Sean Taylor, Ian Meadows and Darian Nkono in Joe Penhall's BLUE ORANGE
Sean Taylor, Ian Meadows and Darian Nkono in Joe Penhall’s BLUE ORANGE. Pics Clare Hawley

Psychiatry is surely the most nebulous and volatile of all the chosen medical careers and the gravity of the profession played a substantial part in the extensive media coverage during our recent Mental Health Week.

English playwright Joe Penhall takes an adventurous leap into the complexities of psychiatry and mental health in his multi-award winning play, BLUE/ORANGE.

The underlying seriousness of the play is counterpointed by Penhall’s clever humour, – his ability to use razor-sharp wit and exotic ideas to keep one step ahead of his audience.

Director Anna Crawford, (with the help of assistant director Jo-Anne Cahill, a wonderful production team and outstanding cast of actors), has created an energetic and balanced production, containing all the elements of raw emotion, perplexity, humour and neuroses, enabling the audience to ponder, – who’s mad and who’s sane?

Crawford said, “Mental illness is one illness that you can’t do a blood test for”, and she added, “It’s bunching together a bunch of symptoms, but what if the diagnosis is wrong?”

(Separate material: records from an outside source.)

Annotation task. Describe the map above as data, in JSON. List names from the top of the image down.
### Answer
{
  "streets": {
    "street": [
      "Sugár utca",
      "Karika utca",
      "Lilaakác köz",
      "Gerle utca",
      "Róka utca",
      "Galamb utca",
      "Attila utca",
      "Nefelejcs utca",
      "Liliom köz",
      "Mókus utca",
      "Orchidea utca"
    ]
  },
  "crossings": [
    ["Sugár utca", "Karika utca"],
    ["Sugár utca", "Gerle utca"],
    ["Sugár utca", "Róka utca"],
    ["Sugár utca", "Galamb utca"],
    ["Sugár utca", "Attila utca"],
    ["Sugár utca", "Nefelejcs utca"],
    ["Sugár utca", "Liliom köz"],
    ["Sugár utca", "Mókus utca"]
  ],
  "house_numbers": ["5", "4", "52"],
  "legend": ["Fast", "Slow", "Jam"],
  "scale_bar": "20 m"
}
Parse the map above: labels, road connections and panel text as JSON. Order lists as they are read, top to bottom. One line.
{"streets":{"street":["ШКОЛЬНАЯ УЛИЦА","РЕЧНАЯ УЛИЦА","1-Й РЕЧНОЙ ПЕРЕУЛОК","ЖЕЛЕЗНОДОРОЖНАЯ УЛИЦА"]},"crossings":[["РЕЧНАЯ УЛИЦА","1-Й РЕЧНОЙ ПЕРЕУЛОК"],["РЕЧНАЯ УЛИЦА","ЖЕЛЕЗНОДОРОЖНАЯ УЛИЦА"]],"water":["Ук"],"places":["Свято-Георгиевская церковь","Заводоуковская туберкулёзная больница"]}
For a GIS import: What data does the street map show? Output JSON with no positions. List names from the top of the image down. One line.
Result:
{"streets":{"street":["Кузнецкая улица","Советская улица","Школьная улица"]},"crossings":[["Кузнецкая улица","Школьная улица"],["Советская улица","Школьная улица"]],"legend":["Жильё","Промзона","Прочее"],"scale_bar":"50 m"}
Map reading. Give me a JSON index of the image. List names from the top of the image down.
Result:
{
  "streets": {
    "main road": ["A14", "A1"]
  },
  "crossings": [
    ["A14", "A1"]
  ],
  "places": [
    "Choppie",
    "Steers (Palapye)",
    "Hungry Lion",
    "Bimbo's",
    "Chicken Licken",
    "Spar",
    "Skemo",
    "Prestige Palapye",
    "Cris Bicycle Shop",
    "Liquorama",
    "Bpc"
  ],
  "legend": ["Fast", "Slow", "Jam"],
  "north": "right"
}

Young black Londoner, Christopher, played with wonderfully erratic and charismatic energy by Dorian Nkono, was arrested and sectioned to a psychiatric hospital for a month following an ‘incident’ at his local market. On his 27th day, he is excited and has packed his bags. The young and theory-driven psychiatrist, Bruce, played with great passion by Ian Meadows, has doubts about Christopher’s return home to his White City flat, especially when Christopher tells him the orange he has peeled is blue and has an almost plausible story that his father is Idi Amin.

Supervising consultant, Robert, played brilliantly by Sean Taylor, with enigmatic presence and impeccable comedy timing, swans into the room with his cavalier optimism and wonderful command of the English language. Robert nevertheless has a darker underlying cynicism.

Robert contradicts and patronises Bruce, believing that Christopher is ready to return home or he may end up institutionalised. He also suggests that this could be a case of ‘ethnocentric misdiagnosis’ where blacks outnumber whites in the mental hospitals. Racism and mental health are questioned.

Bruce feels Christopher should be re-sectioned for further analysis, in particular, for schizophrenia, as opposed to Robert’s suggestion of borderline personality disorder.

This battle of opinions reaches absurd heights to the point where we’re wondering if Christopher is the most sane of the three.

The set design by Tobhiyah Stone Feller is a wonderful, large white, ‘ink blot’ shaped structure on the back wall, with a circle like an egg yolk in the centre. Lighting designer Christopher Page has collaborated with Feller with wonderful results. The blot and circle change colour and the audience can read into the resulting images.

BLUE/ORANGE is a stimulating and highly enjoyable play. Anna Crawford’s production of Joe Penhall’s play  is on at the Ensemble Theatre, Kirribilli, until Saturday 29th November, 2014.